DÉFENDEUR à la cassation : 1°/ Madame Y. 2°/ Mutuelle des architectes français (MAF) 3°/ SA Fondeville 4°/ Société GAN 5°/ Société David Sud Dallage 6°/ Société Axa Assurances
Président : M. WEBER
Sur le pourvoi formé par : 1°/ la société Sud Marée, société à responsabilité limitée, dont le siège est [adresse], 2°/ M. X., demeurant [adresse], en cassation d'un arrêt rendu le 18 février 2003 par la cour d'appel de Montpellier (1re chambre civile, section AO2), au profit : 1°/ de Mme Y., demeurant [adresse], 2°/ de la Mutuelle des architectes français (MAF), dont le siège est [adresse], 3°/ de la société Fondeville, société anonyme, dont le siège est [adresse], 4°/ de la société David Sud Dallage, Le Groupe des Assurances Nationales, société anonyme, dont le siège est [adresse], 5°/ de la société David Sud Dallage, société à responsabilité limitée, dont le siège est [adresse], 6°/ de la société Axa Assurances, société anonyme, venant aux droits et obligations de l'UAP, dont le siège est [adresse], défenderesses à la cassation ;
Donne acte à la société Sud Marée et à M. X. du désistement de leur pourvoi en ce qu'il est dirigé contre la société Groupe des Assurances Nationales, la société David Sud Dallage et la société Axa Assurances IARD, venant aux droits de la société Union des Assurances de Paris ;
RAPPEL DES FAITS ET DE LA PROCÉDURE (N.B. : mention ne figurant pas sur l’original)
Attendu, selon l'arrêt attaqué (Montpellier, 18 février 2003) que M. X. est propriétaire d'un immeuble à usage commercial et du fonds de commerce exploité à l'intérieur, donné en location-gérance à la société Sud Marée dont il est le gérant ; que des travaux de réaménagement et d'extension des bâtiments ont été confiés à la société Fondeville, sous la maîtrise d'oeuvre de Mme Y., architecte, assurée auprès de la Mutuelle des architectes français (MAF) ; que des désordres étant apparus, une réception est intervenue avec des réserves concernant un faïençage généralisé du carrelage ; que la société Sud Marée a assigné l'architecte, son assureur et l'entreprise, en réparation de son préjudice, puis, M. X. est intervenu volontairement à l'instance ;
Sur le premier moyen :
MOYEN (critiques juridiques formulées par le demandeur) (N.B. : mention ne figurant pas sur l’original)

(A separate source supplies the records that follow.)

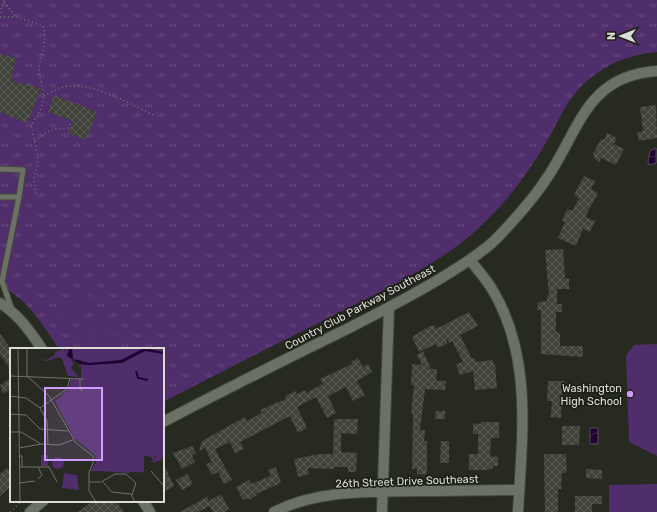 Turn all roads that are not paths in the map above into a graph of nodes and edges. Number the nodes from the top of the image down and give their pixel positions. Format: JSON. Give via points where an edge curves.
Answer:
{"nodes":[{"id":1,"x":657,"y":71,"type":"edge"},
{"id":2,"x":0,"y":169,"type":"edge"},
{"id":3,"x":0,"y":197,"type":"edge"},
{"id":4,"x":18,"y":197,"type":"junction"},
{"id":5,"x":470,"y":260,"type":"junction"},
{"id":6,"x":1,"y":282,"type":"edge"},
{"id":7,"x":0,"y":303,"type":"edge"},
{"id":8,"x":389,"y":308,"type":"junction"},
{"id":9,"x":12,"y":311,"type":"junction"},
{"id":10,"x":41,"y":348,"type":"edge"},
{"id":11,"x":164,"y":421,"type":"edge"},
{"id":12,"x":519,"y":490,"type":"junction"},
{"id":13,"x":383,"y":492,"type":"junction"},
{"id":14,"x":42,"y":502,"type":"edge"},
{"id":15,"x":144,"y":502,"type":"edge"},
{"id":16,"x":30,"y":512,"type":"edge"},
{"id":17,"x":150,"y":512,"type":"edge"},
{"id":18,"x":274,"y":512,"type":"edge"},
{"id":19,"x":382,"y":512,"type":"edge"},
{"id":20,"x":518,"y":512,"type":"edge"}],
"edges":[{"from":1,"to":5,"type":"street","name":"Country Club Parkway Southeast","via":[[639,72],[620,79],[596,96],[548,178],[498,237]]},
{"from":2,"to":4,"type":"lane","via":[[22,170]]},
{"from":3,"to":4,"type":"lane"},
{"from":4,"to":6,"type":"lane"},
{"from":5,"to":8,"type":"street","name":"Country Club Parkway Southeast"},
{"from":5,"to":12,"type":"street","via":[[501,306],[509,323],[518,356],[523,386]]},
{"from":6,"to":9,"type":"lane"},
{"from":7,"to":9,"type":"street"},
{"from":8,"to":11,"type":"street","name":"Country Club Parkway Southeast"},
{"from":8,"to":13,"type":"street"},
{"from":9,"to":10,"type":"street","via":[[28,327]]},
{"from":12,"to":13,"type":"street","name":"26th Street Drive Southeast"},
{"from":12,"to":20,"type":"street"},
{"from":13,"to":18,"type":"street","name":"26th Street Drive Southeast","via":[[318,497],[303,500]]},
{"from":13,"to":19,"type":"street"},
{"from":14,"to":16,"type":"street"},
{"from":15,"to":17,"type":"street"}]} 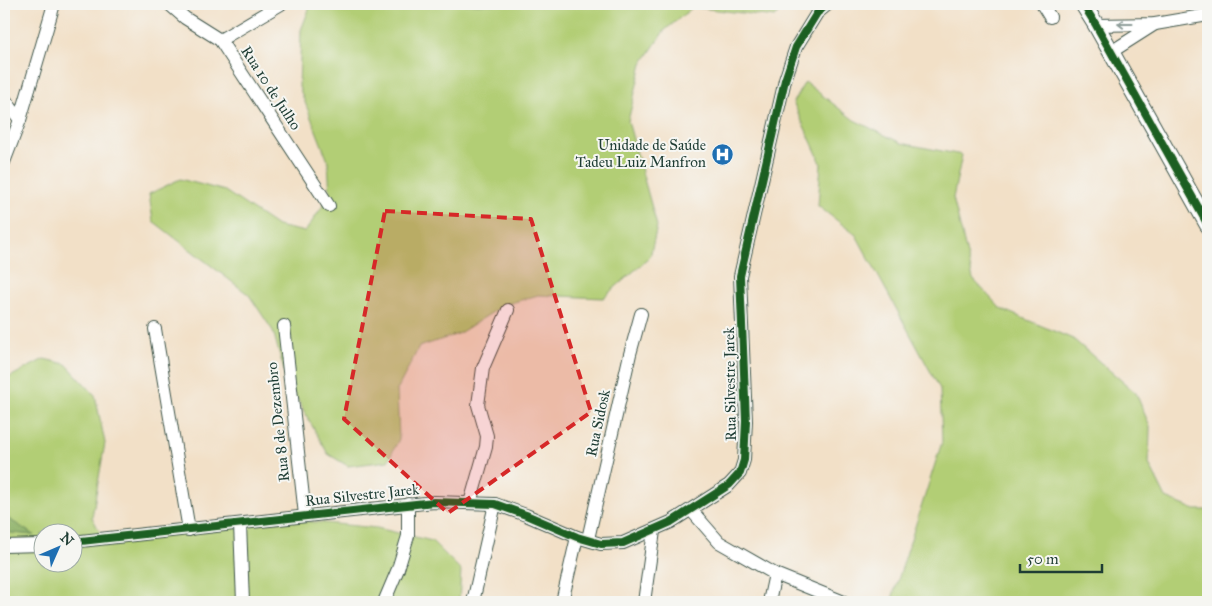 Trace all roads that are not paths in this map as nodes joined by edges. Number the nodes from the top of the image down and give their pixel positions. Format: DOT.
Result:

Attendu que M. X. fait grief à l'arrêt de le déclarer irrecevable en ses demandes contre Mme Y. et la MAF, alors, selon le moyen :
1°/ qu'un document n'a de valeur contractuelle que s'il est annexé à la convention et a été approuvé par le cocontractant ; qu'en n'ayant pas recherché, comme elle y était invitée, si l'absence de communication du cahier des clauses générales à M. X. n'ôtait pas toute valeur contractuelle à la clause de saisine préalable du conseil de l'ordre des architectes, la cour d'appel a privé sa décision de base légale au regard de l'article 1134 du Code civil ;
2°/ que les dispositions légales sur les clauses abusives sont applicables entre les professionnels de spécialités différentes ; qu'en s'étant uniquement fondée sur l'inscription au registre du commerce de M. X., dirigeant d'une société de mareyage, pour lui opposer une stipulation imposée par un architecte, la cour d'appel a violé l'article L. 132-1 du Code de la consommation ;
RÉPONSE DE LA COUR DE CASSATION AU MOYEN (N.B. : mention ne figurant pas sur l’original)

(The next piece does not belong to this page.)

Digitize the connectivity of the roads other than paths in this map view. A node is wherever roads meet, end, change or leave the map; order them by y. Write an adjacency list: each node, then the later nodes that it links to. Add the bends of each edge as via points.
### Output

Mais attendu qu'ayant relevé que le contrat d'architecte, qui ne prévoyait aucune dérogation au cahier des clauses générales disposant qu'en cas de litige portant sur l'exécution de ce contrat les parties convenaient de saisir pour avis le conseil régional de l'ordre des architectes, avant toute procédure judiciaire, ne pouvait être ignoré de M. X. qui l'avait signé et que cette clause d'un contrat conclu entre un architecte et un commerçant était valable, la cour d'appel a pu, après avoir constaté que M. X. n'avait pas saisi pour avis le conseil régional des architectes, préalablement à l'engagement de la procédure judiciaire, le déclarer irrecevable en son action contre Mme Y. et son assureur, la MAF ;
D'où il suit que le moyen n'est pas fondé ;
Mais, sur le second moyen :
VISA (texte ou principe violé par la décision attaquée) (N.B. : mention ne figurant pas sur l’original)
Vu l'article 1382 du Code civil ;
RAPPEL DE LA DÉCISION ATTAQUÉE (N.B. : mention ne figurant pas sur l’original)
Attendu que pour débouter la société Sud Marée de ses demandes contre Mme Y. et contre la société Fondeville, l'arrêt retient qu'elle stigmatise les manquements contractuels des constructeurs vis-à-vis du maître de l'ouvrage : faute de conception, du suivi du chantier et d'assistance à la réception du chantier à l'encontre de l'architecte et faute d'exécution à l'encontre de l'entreprise Fondeville ;
CRITIQUE DE LA COUR DE CASSATION (N.B. : mention ne figurant pas sur l’original)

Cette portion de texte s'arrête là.